🤖 AI Summary
Existing large language models (LLMs) suffer from weak planning capabilities, poor fault tolerance, and limited knowledge reuse in complex tool-augmented reasoning, heavily relying on manual prompting and static inference. To address these limitations, we propose *code-skeleton-driven tool learning*: a novel paradigm that frames tool invocation as the generation of structured, annotated Python function skeletons—enabling multi-step reasoning, dynamic execution, and result caching. We introduce the first traceback-based automatic error localization and adaptive retry mechanism, coupled with a reusable execution result repository. This establishes a closed-loop workflow—*generate → execute → diagnose → optimize*—that enhances both task completion rates and execution robustness across diverse tool-integration benchmarks. Our approach demonstrates the effectiveness and generalizability of code-centric modeling for advancing LLMs’ tool utilization capabilities.
📝 Abstract
Tool learning has emerged as a crucial capability for large language models (LLMs) to solve complex real-world tasks through interaction with external tools.

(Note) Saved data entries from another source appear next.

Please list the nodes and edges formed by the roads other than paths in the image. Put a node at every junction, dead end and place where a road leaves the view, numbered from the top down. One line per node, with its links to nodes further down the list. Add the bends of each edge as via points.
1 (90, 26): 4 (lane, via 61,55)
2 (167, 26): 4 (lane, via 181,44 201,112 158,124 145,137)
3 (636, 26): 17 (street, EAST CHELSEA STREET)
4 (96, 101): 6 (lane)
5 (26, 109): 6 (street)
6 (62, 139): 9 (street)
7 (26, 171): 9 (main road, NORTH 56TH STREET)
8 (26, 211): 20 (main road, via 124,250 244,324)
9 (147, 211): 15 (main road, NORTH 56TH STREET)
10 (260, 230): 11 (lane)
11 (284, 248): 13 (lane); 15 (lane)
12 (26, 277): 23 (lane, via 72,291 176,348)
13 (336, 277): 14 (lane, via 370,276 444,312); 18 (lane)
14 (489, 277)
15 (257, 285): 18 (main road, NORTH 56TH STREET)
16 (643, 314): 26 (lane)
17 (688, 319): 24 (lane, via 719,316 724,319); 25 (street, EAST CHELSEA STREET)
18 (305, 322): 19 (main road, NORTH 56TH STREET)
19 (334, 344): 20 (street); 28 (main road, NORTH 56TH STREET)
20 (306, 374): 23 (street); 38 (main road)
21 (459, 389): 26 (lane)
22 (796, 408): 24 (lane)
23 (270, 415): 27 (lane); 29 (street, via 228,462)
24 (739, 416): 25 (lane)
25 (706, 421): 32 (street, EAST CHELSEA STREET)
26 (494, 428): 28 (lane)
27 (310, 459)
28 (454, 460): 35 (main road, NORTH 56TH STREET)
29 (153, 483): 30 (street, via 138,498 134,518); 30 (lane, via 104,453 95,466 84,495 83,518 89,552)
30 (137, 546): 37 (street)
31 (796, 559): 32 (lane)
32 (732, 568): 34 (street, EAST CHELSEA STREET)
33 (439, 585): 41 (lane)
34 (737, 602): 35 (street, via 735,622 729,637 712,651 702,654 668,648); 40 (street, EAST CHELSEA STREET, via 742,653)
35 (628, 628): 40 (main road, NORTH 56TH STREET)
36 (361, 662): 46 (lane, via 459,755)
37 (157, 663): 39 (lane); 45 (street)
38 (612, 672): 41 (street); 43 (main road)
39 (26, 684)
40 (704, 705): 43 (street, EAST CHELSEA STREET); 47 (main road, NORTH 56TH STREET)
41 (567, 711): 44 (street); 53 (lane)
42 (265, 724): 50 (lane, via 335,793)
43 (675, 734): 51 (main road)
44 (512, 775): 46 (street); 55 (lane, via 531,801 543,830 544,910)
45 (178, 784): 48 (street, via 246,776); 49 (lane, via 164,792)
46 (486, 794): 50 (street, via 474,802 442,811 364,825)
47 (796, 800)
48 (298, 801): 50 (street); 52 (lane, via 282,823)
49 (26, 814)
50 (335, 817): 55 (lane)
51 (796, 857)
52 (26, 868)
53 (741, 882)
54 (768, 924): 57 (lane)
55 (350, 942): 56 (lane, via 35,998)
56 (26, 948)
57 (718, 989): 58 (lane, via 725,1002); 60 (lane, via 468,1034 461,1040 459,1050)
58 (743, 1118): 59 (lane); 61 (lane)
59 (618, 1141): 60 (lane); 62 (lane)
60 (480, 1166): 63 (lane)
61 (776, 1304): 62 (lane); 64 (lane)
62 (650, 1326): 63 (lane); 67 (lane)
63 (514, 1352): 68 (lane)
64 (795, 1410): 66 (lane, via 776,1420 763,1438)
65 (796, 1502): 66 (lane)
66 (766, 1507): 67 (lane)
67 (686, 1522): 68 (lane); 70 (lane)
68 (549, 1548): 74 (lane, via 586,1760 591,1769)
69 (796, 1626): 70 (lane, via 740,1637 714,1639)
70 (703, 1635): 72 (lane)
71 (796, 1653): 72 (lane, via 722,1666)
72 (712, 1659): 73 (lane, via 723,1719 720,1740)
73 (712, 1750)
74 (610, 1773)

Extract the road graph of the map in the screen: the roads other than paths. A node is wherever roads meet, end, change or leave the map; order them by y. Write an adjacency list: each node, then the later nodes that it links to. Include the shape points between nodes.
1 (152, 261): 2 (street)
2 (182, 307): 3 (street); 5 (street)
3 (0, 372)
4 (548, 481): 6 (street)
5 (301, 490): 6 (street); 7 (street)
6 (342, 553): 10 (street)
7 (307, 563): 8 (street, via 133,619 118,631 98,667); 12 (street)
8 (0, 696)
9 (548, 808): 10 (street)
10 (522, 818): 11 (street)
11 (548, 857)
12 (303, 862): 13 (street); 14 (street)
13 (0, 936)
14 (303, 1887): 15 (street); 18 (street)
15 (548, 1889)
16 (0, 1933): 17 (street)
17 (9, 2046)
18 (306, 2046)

Existing approaches face significant challenges, including reliance on hand-crafted prompts, difficulty in multi-step planning, and lack of precise error diagnosis and reflection mechanisms. We propose ToolCoder, a novel framework that reformulates tool learning as a code generation task. Inspired by software engineering principles, ToolCoder transforms natural language queries into structured Python function scaffold and systematically breaks down tasks with descriptive comments, enabling LLMs to leverage coding paradigms for complex reasoning and planning. It then generates and executes function implementations to obtain final responses. Additionally, ToolCoder stores successfully executed functions in a repository to promote code reuse, while leveraging error traceback mechanisms for systematic debugging, optimizing both execution efficiency and robustness. Experiments demonstrate that ToolCoder achieves superior performance in task completion accuracy and execution reliability compared to existing approaches, establishing the effectiveness of code-centric approaches in tool learning.